- **What this task involves**
Keep every line in which "main" occurs and drop the rest of the data.

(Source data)
********

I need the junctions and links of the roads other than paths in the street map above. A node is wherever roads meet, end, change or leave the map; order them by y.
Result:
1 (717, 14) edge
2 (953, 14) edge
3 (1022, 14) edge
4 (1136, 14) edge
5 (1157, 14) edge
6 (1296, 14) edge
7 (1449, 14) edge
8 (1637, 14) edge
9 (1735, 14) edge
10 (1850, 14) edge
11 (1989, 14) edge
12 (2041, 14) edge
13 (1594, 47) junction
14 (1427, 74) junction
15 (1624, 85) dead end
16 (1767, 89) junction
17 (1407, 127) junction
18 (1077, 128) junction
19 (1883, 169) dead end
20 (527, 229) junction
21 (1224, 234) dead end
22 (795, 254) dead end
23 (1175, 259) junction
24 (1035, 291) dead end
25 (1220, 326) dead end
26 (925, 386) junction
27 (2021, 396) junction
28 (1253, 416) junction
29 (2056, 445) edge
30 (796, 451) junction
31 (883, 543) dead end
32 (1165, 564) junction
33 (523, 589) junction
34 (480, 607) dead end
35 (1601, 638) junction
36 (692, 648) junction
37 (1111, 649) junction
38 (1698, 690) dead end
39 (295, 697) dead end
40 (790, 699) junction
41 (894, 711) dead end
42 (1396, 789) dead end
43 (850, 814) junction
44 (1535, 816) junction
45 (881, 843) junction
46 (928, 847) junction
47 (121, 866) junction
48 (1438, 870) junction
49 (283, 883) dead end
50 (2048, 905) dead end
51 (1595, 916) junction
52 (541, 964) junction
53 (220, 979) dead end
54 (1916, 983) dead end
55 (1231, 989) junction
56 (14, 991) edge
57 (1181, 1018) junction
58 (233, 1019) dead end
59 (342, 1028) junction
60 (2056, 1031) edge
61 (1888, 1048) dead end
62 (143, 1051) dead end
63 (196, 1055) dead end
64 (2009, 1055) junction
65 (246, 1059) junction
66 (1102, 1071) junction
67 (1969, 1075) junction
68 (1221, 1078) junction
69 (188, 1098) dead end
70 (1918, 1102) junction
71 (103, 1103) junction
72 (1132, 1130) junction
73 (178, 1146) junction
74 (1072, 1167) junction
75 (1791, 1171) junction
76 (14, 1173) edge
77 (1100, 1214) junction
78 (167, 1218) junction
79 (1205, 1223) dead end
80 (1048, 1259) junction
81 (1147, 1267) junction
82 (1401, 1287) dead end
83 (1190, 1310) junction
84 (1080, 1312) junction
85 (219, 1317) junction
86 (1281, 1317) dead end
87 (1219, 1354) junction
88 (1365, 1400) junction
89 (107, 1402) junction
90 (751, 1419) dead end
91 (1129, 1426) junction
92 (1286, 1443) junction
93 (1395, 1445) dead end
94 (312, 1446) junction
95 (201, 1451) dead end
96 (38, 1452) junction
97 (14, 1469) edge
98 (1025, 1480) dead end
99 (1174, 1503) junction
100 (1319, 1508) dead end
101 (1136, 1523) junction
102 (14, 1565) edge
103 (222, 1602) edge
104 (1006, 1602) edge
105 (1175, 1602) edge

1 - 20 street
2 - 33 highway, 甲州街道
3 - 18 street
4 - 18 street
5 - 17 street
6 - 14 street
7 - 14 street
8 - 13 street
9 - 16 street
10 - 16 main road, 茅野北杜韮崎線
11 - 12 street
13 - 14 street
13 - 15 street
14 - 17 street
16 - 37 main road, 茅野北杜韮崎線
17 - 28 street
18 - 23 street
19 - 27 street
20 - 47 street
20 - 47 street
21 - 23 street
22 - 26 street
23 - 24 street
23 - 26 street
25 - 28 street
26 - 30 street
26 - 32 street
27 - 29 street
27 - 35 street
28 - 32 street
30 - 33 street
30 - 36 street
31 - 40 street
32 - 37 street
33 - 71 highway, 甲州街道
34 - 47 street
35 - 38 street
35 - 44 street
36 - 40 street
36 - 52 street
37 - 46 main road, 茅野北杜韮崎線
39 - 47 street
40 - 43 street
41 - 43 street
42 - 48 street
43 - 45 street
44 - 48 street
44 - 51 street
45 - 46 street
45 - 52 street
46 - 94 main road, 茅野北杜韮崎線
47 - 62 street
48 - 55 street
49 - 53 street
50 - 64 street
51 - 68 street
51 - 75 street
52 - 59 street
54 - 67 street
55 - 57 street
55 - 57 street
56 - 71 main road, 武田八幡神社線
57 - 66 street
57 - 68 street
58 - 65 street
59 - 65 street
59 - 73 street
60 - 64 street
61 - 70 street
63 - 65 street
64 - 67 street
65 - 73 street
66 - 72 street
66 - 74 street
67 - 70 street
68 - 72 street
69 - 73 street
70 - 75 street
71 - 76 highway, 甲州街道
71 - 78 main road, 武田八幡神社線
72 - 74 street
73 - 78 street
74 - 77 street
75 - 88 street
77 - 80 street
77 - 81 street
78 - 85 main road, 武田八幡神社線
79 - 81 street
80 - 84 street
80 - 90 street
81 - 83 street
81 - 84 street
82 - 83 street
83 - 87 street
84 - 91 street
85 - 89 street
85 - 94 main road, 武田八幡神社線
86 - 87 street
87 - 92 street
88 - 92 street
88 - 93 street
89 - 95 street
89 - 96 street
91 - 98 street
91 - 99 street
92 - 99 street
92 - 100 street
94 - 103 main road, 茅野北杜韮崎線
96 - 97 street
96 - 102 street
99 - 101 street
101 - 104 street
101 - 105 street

********

- **Solution below**
10 - 16 main road, 茅野北杜韮崎線
16 - 37 main road, 茅野北杜韮崎線
37 - 46 main road, 茅野北杜韮崎線
46 - 94 main road, 茅野北杜韮崎線
56 - 71 main road, 武田八幡神社線
71 - 78 main road, 武田八幡神社線
78 - 85 main road, 武田八幡神社線
85 - 94 main road, 武田八幡神社線
94 - 103 main road, 茅野北杜韮崎線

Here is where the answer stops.